ESCO zeigte in diesem Quartal eine starke Leistung. Die Aufträge für Erstausrüstung stiegen im Vergleich zum Vorjahr um 49 %, angetrieben von einer starken weltweiten Nachfrage nach Bergbaulöffeln. Die Ersatzteilaufträge stiegen um 11 %, unterstützt durch Beiträge von GET- und Softwarelösungen. „Im Erstausrüstungsgeschäft wurde das Wachstum durch Aufträge für Bergbaulöffel in Kernbergbauregionen wie Nordamerika, Südamerika und Afrika sowie durch unsere ersten Aufträge für innovative Production Master-Löffel im asiatisch-pazifischen Raum angetrieben.“ Die starke Dynamik bei GET im Bergbau- und Infrastrukturbereich (Wachstum von 7 %) sowie Beiträge aus dem Ölsandgeschäft wurden teilweise durch eine schwächere Nachfrage nach Baggerzähnen aufgrund des Konflikts im Nahen Osten ausgeglichen.

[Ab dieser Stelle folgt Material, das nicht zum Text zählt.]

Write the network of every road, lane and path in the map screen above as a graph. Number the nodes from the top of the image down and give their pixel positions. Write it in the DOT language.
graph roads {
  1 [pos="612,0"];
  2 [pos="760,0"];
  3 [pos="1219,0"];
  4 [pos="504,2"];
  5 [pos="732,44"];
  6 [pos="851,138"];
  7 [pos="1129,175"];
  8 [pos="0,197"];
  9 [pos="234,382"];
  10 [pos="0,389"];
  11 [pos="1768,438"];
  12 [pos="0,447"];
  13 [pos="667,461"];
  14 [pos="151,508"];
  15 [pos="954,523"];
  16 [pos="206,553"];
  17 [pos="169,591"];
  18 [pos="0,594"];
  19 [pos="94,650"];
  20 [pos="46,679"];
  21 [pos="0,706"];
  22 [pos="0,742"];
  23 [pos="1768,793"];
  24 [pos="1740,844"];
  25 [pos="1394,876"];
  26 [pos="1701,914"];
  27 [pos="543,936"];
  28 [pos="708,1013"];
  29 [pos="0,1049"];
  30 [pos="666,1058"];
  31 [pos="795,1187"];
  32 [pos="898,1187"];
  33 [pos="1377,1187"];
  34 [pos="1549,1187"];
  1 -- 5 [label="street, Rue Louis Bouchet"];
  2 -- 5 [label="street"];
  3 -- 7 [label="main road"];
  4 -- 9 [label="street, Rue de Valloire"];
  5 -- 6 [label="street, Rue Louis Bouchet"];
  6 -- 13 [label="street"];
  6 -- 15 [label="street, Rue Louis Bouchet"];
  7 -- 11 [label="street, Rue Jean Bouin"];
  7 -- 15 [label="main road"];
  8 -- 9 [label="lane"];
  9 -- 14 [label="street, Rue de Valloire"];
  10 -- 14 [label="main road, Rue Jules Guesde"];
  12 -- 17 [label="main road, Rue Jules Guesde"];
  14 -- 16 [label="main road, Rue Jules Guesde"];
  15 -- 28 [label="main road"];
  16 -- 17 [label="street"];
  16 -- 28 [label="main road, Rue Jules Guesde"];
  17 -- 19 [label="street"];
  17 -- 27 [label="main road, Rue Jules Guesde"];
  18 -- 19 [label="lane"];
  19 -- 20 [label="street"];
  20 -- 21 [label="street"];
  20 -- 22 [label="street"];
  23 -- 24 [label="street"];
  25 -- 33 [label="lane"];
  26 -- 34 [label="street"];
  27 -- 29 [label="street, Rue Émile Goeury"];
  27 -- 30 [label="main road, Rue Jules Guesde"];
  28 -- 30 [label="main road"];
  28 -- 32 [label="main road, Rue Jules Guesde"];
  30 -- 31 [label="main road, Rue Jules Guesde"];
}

Mit Blick auf das Gesamtjahr erklärte Weir, dass sich das Unternehmen trotz einiger Herausforderungen im Bergbausektor weiterhin auf die disziplinierte Umsetzung seiner Strategie konzentrieren werde. „Die Aktivität in unseren Kernbergbaumärkten bleibt stark, und die Aktivitäten im Zusammenhang mit Großprojekten beschleunigen sich. In Verbindung mit dem anhaltenden Wachstum unserer Softwarelösungen und dem verbleibenden ganzjährigen Nutzen von 30 Millionen Pfund aus dem ‚Performance Excellence Program‘ erwarten wir für das Gesamtjahr ein währungsbereinigtes Wachstum bei Umsatz, Betriebsgewinn und operativer Marge sowie eine Free-Operating-Cashflow-Conversion-Rate zwischen 90 % und 100 %.“ Stanton kündigte an, dass er sein Amt als Chief Executive Officer zum 1. August niederlegen und von Andrew Neilson, dem Präsidenten des Weir Minerals-Geschäftsbereichs, abgelöst werde.